Creative direction was structured around three pillars:

Identity & roots — the name Fray Beltrán evokes a historical figure with weight and tradition. The brand had to honor that origin with an aesthetic that blended classic and contemporary without falling into easy nostalgia.

Craft & character — in craft beer, every visual decision speaks to who you are. Typography, color and packaging composition were designed to convey care, process and real personality in every bottle.
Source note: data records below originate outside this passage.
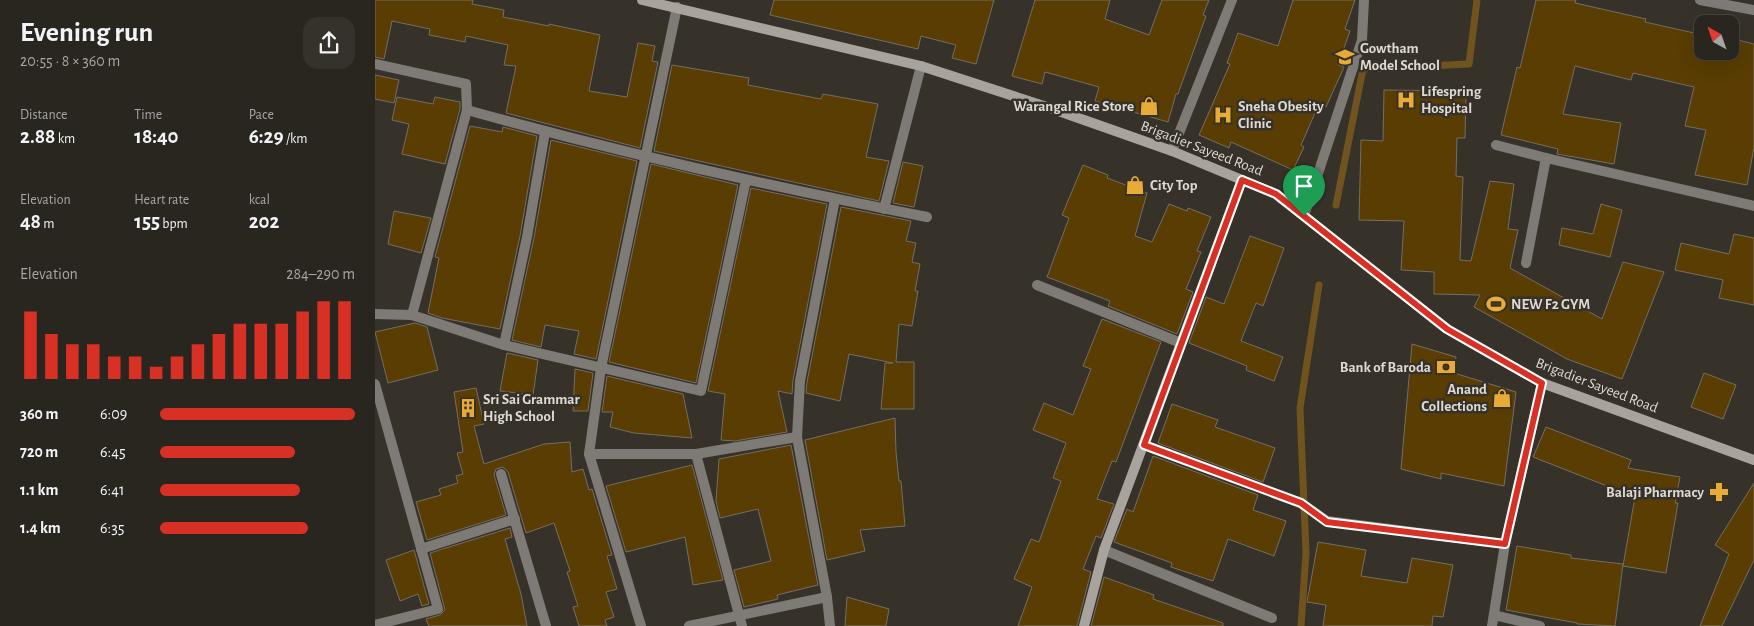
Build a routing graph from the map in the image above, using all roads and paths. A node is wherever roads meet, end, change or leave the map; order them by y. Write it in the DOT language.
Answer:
graph roads {
  1 [pos="642,0"];
  2 [pos="1232,0"];
  3 [pos="1364,0"];
  4 [pos="1701,0"];
  5 [pos="677,7"];
  6 [pos="1754,10"];
  7 [pos="375,64"];
  8 [pos="921,66"];
  9 [pos="467,110"];
  10 [pos="545,132"];
  11 [pos="1497,145"];
  12 [pos="1172,151"];
  13 [pos="646,155"];
  14 [pos="1545,158"];
  15 [pos="745,180"];
  16 [pos="1242,180"];
  17 [pos="835,200"];
  18 [pos="1754,206"];
  19 [pos="884,209"];
  20 [pos="1304,216"];
  21 [pos="927,217"];
  22 [pos="1526,263"];
  23 [pos="1037,285"];
  24 [pos="375,314"];
  25 [pos="412,315"];
  26 [pos="1181,343"];
  27 [pos="504,345"];
  28 [pos="601,368"];
  29 [pos="1542,383"];
  30 [pos="375,384"];
  31 [pos="797,437"];
  32 [pos="1144,445"];
  33 [pos="589,454"];
  34 [pos="696,454"];
  35 [pos="1754,460"];
  36 [pos="501,474"];
  37 [pos="515,519"];
  38 [pos="1505,544"];
  39 [pos="421,549"];
  40 [pos="1104,550"];
  41 [pos="827,597"];
  42 [pos="739,615"];
  43 [pos="1494,615"];
  44 [pos="1272,618"];
  45 [pos="375,625"];
  46 [pos="546,626"];
  47 [pos="641,626"];
  48 [pos="689,626"];
  49 [pos="742,626"];
  50 [pos="830,626"];
  51 [pos="1084,626"];
  52 [pos="1492,626"];
  53 [pos="1540,626"];
  1 -- 5 [label="street, Brigadier Sayeed Road"];
  2 -- 12 [label="street"];
  3 -- 20 [label="street"];
  4 -- 6 [label="street"];
  5 -- 8 [label="street, Brigadier Sayeed Road"];
  5 -- 13 [label="street"];
  7 -- 9 [label="street"];
  8 -- 12 [label="street, Brigadier Sayeed Road"];
  8 -- 19 [label="street"];
  9 -- 10 [label="street"];
  9 -- 25 [label="street"];
  10 -- 13 [label="street"];
  10 -- 27 [label="street"];
  11 -- 14 [label="street"];
  12 -- 16 [label="street, Brigadier Sayeed Road"];
  13 -- 15 [label="street"];
  13 -- 28 [label="street"];
  14 -- 18 [label="street"];
  14 -- 22 [label="street"];
  15 -- 17 [label="street"];
  15 -- 28 [label="street"];
  16 -- 20 [label="street, Brigadier Sayeed Road"];
  16 -- 26 [label="street"];
  17 -- 19 [label="street"];
  17 -- 31 [label="street"];
  19 -- 21 [label="street"];
  20 -- 29 [label="street, Brigadier Sayeed Road"];
  23 -- 26 [label="street"];
  24 -- 25 [label="street"];
  25 -- 27 [label="street"];
  26 -- 32 [label="street"];
  27 -- 28 [label="street"];
  28 -- 33 [label="street"];
  29 -- 35 [label="street, Brigadier Sayeed Road"];
  29 -- 38 [label="street"];
  30 -- 39 [label="street"];
  31 -- 34 [label="street"];
  31 -- 41 [label="street"];
  32 -- 38 [label="street"];
  32 -- 40 [label="street"];
  33 -- 34 [label="street"];
  33 -- 47 [label="street"];
  34 -- 42 [label="street"];
  36 -- 37 [label="street"];
  37 -- 39 [label="street"];
  37 -- 46 [label="street"];
  38 -- 43 [label="street"];
  39 -- 45 [label="street"];
  40 -- 44 [label="street"];
  40 -- 51 [label="street"];
  41 -- 42 [label="street"];
  41 -- 50 [label="street"];
  42 -- 48 [label="street"];
  42 -- 49 [label="street"];
  43 -- 52 [label="street"];
  43 -- 53 [label="street"];
}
System & scale — a brewery with multiple varieties needs a visual system that works as a family. The focus was a flexible brand language able to differentiate each style without fragmenting identity.

Outcome

Fray Beltrán’s identity became the visual foundation for the brand’s go-to-market. The packaging system presents each variety as part of a recognizable family, with consistency on shelf and digitally — while keeping the craft character that defines the brand at every touchpoint.

Insights

Naming as a visual asset. Fray Beltrán is not just a name — it’s a mental image. Working from that historical and cultural reference gave every design decision a clear conceptual anchor beyond short-term trends.

In craft, details are the message. In a category where consumers read the label before opening the bottle, every typographic and color choice says something. The gap between a memorable brand and a generic one often lies in the consistency of those micro-details.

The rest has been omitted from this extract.